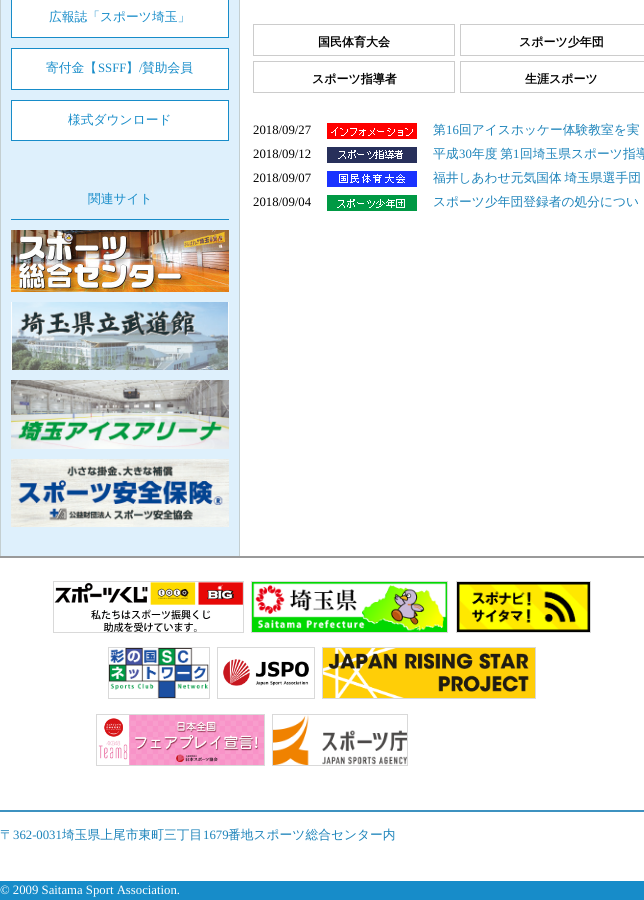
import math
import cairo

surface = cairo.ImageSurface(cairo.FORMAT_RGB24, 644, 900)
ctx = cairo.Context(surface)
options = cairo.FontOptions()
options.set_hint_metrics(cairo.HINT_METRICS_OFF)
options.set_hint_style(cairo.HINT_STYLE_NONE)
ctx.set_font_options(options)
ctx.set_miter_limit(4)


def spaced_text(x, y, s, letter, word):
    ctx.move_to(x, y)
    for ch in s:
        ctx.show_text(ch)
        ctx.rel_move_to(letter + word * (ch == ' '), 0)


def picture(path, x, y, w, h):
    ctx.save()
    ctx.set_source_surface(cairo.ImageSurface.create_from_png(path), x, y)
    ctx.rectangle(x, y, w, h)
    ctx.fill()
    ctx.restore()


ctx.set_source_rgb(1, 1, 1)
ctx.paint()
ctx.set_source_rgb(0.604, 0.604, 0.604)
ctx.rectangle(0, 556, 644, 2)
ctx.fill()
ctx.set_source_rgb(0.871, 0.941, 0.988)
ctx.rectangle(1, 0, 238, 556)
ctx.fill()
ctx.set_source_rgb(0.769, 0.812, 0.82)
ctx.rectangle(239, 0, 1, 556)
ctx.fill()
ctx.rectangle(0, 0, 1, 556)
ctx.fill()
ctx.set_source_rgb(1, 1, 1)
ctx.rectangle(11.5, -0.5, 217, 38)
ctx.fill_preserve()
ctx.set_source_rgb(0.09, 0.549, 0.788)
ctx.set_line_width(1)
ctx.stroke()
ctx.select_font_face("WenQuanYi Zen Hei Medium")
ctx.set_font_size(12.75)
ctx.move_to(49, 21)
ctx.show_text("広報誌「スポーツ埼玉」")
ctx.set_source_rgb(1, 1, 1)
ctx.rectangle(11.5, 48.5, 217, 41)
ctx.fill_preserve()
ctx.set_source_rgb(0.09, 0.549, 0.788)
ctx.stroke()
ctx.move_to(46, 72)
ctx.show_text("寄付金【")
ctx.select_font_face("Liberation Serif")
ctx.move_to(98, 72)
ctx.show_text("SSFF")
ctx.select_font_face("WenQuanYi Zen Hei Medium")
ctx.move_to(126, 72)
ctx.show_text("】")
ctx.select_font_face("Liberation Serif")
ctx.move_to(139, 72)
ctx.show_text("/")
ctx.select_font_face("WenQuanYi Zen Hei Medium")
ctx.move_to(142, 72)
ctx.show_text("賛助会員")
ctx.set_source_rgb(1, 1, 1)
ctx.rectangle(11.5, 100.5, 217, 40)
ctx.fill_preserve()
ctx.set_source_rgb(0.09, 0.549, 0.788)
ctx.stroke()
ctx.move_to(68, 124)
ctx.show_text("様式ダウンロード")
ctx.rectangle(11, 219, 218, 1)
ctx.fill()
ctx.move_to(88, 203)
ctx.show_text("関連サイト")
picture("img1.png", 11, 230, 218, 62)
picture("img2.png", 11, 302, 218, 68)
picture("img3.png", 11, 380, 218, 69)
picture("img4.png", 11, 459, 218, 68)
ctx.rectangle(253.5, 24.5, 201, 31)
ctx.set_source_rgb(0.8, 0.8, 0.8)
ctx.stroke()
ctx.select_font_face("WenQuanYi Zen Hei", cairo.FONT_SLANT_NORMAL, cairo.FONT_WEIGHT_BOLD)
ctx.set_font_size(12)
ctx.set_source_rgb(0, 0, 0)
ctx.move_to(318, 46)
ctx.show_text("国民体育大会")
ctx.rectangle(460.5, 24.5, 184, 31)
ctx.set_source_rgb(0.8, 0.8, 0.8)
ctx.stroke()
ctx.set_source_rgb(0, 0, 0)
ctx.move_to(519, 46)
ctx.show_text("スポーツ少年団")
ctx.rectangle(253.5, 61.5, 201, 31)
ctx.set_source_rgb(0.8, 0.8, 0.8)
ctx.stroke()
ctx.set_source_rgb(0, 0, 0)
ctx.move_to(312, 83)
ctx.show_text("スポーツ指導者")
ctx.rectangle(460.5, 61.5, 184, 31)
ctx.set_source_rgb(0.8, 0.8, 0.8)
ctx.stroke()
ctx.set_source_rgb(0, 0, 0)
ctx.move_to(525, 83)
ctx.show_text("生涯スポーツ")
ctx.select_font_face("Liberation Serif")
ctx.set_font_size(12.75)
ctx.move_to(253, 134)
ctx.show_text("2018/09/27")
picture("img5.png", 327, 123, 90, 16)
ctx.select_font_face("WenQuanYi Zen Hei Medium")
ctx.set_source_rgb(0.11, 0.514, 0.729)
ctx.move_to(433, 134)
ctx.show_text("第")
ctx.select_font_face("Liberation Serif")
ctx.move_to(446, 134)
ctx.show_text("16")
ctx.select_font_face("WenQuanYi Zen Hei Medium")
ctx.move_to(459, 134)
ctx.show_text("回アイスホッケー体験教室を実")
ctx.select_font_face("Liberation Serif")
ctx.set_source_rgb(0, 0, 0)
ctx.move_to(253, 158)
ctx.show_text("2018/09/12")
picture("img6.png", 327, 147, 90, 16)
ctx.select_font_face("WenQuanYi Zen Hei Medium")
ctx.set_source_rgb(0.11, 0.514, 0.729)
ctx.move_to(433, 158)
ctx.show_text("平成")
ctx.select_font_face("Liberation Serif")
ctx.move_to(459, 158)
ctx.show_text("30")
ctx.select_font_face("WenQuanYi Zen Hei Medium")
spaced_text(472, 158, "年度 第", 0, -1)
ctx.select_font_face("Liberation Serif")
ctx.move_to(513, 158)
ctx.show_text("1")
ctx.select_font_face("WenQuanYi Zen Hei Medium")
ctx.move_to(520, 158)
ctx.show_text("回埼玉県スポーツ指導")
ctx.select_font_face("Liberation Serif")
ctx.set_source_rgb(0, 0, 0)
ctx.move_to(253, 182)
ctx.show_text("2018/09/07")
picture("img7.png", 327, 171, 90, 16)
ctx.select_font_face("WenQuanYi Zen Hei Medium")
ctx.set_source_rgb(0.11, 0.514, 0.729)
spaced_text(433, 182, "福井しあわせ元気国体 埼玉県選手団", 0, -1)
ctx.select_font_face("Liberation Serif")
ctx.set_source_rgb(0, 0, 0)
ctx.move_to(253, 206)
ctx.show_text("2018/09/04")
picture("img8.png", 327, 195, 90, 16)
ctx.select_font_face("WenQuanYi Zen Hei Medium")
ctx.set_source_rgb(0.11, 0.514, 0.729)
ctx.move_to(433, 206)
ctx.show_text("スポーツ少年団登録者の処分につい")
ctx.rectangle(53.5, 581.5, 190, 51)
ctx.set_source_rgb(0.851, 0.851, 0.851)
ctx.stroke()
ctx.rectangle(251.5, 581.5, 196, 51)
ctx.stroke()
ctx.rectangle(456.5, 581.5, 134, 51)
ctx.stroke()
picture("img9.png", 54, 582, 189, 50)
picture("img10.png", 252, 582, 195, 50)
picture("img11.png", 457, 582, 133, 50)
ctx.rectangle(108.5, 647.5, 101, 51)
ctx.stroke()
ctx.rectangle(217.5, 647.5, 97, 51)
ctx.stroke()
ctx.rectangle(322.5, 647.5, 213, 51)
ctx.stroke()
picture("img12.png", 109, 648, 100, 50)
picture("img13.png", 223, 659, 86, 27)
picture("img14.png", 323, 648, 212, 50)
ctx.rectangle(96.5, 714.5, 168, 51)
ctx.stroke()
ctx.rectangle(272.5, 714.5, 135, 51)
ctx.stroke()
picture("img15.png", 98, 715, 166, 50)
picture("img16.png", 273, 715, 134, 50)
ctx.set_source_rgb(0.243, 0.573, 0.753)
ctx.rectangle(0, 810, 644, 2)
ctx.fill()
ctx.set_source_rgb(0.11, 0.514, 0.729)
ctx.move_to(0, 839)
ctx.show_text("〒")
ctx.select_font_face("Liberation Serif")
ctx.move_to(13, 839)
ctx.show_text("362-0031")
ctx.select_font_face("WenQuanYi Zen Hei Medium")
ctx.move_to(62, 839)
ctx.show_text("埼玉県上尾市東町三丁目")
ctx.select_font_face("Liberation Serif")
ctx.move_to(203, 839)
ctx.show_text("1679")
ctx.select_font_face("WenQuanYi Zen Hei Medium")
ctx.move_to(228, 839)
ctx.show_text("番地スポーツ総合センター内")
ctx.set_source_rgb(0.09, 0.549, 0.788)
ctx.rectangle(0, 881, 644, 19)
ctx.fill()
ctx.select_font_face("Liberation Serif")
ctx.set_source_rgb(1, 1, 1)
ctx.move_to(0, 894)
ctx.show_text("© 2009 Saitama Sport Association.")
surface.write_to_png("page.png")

• [WHAT THIS TASK INVOLVES] From the data, list each line in which the string "letter" appears.

• [THE ANSWER]
def spaced_text(x, y, s, letter, word):
        ctx.rel_move_to(letter + word * (ch == ' '), 0)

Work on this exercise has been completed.